Re: git pack/unpack over bittorrent - works!

Artur Skawina <art.08.09@xxxxxxxxx> · Sat, 04 Sep 2010 19:23:38 +0200

On 09/04/10 17:56, Bernhard R. Link wrote:
> While your approach looks like it could work with one commonly looked
> for branch/tag, it might be worthwhile to look at some more complicated
> cases and see if the protocol can be extended to also support those.
> 
> Assume you are looking to update abranch B built on top of some
> say arm-specific branch A based on top of the main-line kernel L.
> 
> There you have 6 types of peers:
> 
> 1) those that have the current branch B
> 2) those that have an older state of B
> 3) those that have the current branch A
> 4) those that have an older state of A
> 5) those that have the current branch L
> 6) those that have an older state of L.
> 
> Assuming you want a quite obscure branch, type 1 and 2 peers will not
> be that many, so would be nice if there was some way to also get stuff
> from the others.
> 
> Peers of type 6 do not interest you, as there will be enough of type 5.
> 
> But already peers of type 3 might not be much and even less of type 1
> so types 2 and 4 get interesting.
> 
> If you get first a tree of all commit-ids you still miss (you only
> need that information once and every peer of type 1 can give it to you)
> and have somehow a way to look at the heads of each peer, it should be
> streight forward to split the needed objects using your way (not specifying
> the head you have but the one you hope to get from others), they should be
> able to send you a partial pack in the way you describe.

I doubt git-p2p would work well w/ any "quite obscure branch";
obviously, the p2p approach works best for popular content...

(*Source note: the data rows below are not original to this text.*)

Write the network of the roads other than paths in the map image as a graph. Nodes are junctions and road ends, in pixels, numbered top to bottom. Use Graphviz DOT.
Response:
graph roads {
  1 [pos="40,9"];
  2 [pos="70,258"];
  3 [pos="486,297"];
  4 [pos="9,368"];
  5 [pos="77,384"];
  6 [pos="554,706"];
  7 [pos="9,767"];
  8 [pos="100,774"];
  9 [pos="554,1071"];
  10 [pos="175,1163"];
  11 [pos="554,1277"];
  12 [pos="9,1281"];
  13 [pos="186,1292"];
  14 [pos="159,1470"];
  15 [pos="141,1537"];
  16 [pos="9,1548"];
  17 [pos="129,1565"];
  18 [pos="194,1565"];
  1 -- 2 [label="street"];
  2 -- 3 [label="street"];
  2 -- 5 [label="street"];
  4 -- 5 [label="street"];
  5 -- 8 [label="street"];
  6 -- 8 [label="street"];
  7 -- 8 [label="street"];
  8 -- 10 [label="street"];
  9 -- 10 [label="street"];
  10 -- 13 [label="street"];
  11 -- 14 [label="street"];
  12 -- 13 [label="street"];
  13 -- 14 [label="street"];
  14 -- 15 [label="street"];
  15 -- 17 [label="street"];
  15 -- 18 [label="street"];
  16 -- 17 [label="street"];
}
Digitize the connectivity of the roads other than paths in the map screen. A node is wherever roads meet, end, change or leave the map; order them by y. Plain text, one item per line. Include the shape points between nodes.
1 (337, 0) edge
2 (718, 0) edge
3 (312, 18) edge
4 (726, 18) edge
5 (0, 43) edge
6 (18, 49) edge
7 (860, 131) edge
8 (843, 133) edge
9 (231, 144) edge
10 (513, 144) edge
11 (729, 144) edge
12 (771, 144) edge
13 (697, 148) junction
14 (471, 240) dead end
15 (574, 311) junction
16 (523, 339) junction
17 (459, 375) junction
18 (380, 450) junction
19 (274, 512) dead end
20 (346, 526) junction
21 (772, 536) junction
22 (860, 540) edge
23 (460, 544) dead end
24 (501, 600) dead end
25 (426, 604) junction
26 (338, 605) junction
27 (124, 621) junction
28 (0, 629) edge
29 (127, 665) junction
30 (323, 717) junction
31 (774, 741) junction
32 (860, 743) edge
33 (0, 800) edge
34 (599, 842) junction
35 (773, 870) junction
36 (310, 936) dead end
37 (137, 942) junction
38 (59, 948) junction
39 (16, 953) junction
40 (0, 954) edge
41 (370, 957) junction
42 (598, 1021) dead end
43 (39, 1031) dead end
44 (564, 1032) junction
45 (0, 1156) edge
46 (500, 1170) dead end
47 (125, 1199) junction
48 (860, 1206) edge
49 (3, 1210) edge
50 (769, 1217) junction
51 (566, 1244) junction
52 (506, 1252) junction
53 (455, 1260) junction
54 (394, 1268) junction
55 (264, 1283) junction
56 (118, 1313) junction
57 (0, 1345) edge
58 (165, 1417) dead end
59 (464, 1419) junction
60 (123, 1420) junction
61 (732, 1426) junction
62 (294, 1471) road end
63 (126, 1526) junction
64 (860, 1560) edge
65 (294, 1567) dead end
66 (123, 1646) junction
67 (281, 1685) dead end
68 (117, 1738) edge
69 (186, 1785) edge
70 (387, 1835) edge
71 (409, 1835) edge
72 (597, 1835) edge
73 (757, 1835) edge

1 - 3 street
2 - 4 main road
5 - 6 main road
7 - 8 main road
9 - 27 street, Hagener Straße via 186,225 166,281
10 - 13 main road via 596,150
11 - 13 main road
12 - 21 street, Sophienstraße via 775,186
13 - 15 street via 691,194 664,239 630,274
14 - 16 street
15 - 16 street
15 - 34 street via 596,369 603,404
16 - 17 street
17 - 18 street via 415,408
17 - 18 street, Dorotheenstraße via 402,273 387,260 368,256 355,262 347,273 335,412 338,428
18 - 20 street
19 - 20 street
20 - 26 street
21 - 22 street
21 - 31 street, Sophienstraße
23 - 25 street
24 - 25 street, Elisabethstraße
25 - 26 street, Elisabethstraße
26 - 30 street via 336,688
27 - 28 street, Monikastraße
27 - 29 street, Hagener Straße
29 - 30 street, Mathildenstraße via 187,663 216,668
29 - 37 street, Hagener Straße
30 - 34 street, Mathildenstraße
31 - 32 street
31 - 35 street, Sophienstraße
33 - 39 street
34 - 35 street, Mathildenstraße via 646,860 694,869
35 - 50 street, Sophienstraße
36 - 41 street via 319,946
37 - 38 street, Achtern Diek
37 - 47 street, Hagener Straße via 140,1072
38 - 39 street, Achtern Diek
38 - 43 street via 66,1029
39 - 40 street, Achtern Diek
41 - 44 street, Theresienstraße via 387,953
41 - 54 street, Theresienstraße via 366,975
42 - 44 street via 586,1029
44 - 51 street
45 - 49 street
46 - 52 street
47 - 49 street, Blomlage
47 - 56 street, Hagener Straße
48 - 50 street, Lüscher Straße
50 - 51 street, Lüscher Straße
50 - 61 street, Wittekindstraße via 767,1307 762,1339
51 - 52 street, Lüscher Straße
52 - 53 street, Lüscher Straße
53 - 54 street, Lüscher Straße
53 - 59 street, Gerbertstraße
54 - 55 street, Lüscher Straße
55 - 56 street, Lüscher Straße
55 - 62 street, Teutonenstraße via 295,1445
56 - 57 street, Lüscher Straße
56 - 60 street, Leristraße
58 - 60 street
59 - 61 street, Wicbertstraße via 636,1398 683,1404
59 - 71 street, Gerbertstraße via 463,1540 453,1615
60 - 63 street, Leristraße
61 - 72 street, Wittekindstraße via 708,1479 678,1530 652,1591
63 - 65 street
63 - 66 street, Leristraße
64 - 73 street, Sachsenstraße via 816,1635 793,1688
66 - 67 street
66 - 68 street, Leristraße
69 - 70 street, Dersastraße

But there's the case of _new_ content, that has not already propagated
thrugh the swarm. And this was the very reason I chose to have 'ref' in
the protocol.

Let's say Linus releases a new kernel, I want to fetch it, and find 200
peers of which only three have already updated.
Here another field in the initial UDP protocol comes in, that i omitted
in the original description in order to keep things simple (it's just
an optimization).
The UDP response from the peer, in addition to the latest commit_id that
it has, also contains an integer "commits_ahead" that says how many
commits ahead of the _my_ id (that I've sent in the request) this peer is.
So in the above situation I immediately find out that eg I'm missing 2000
commits. It would be extremely stupid to try to update using just the
three seeds, of course. 
But by looking at all the commit_aheads of all peers I can see
(make an educated guess, really) that 150 of them already have 1500 of
the new commits. So what i do is pick one of the IDs given by one of the
peers, such that a sufficient number of other sources are likely to
already have it (ie they all have a lower 'commit_ahead'). And start
fetching that commit from the 150 sources, instead of my real target commit.
Once I'm done with this, I'll repeat the process again; by now hopefully
more peers have already updated. If the target commit is still rare I can
again look for an intermediate commit, that has a sufficient numbers of
seeds. 
No extra traffic, and it also discourages abuse, as leeching from just the
few seeds will likely result in overall slower download.

This works best if the ref isn't rewound, obviously, but i think that would
be the common case.

Does this address at least part of your concerns above? The 'obscure branch'
case I'm not sure is easily solvable; I don't know if having a lot of rarely
used content widely distributed in the swarm would be a great idea...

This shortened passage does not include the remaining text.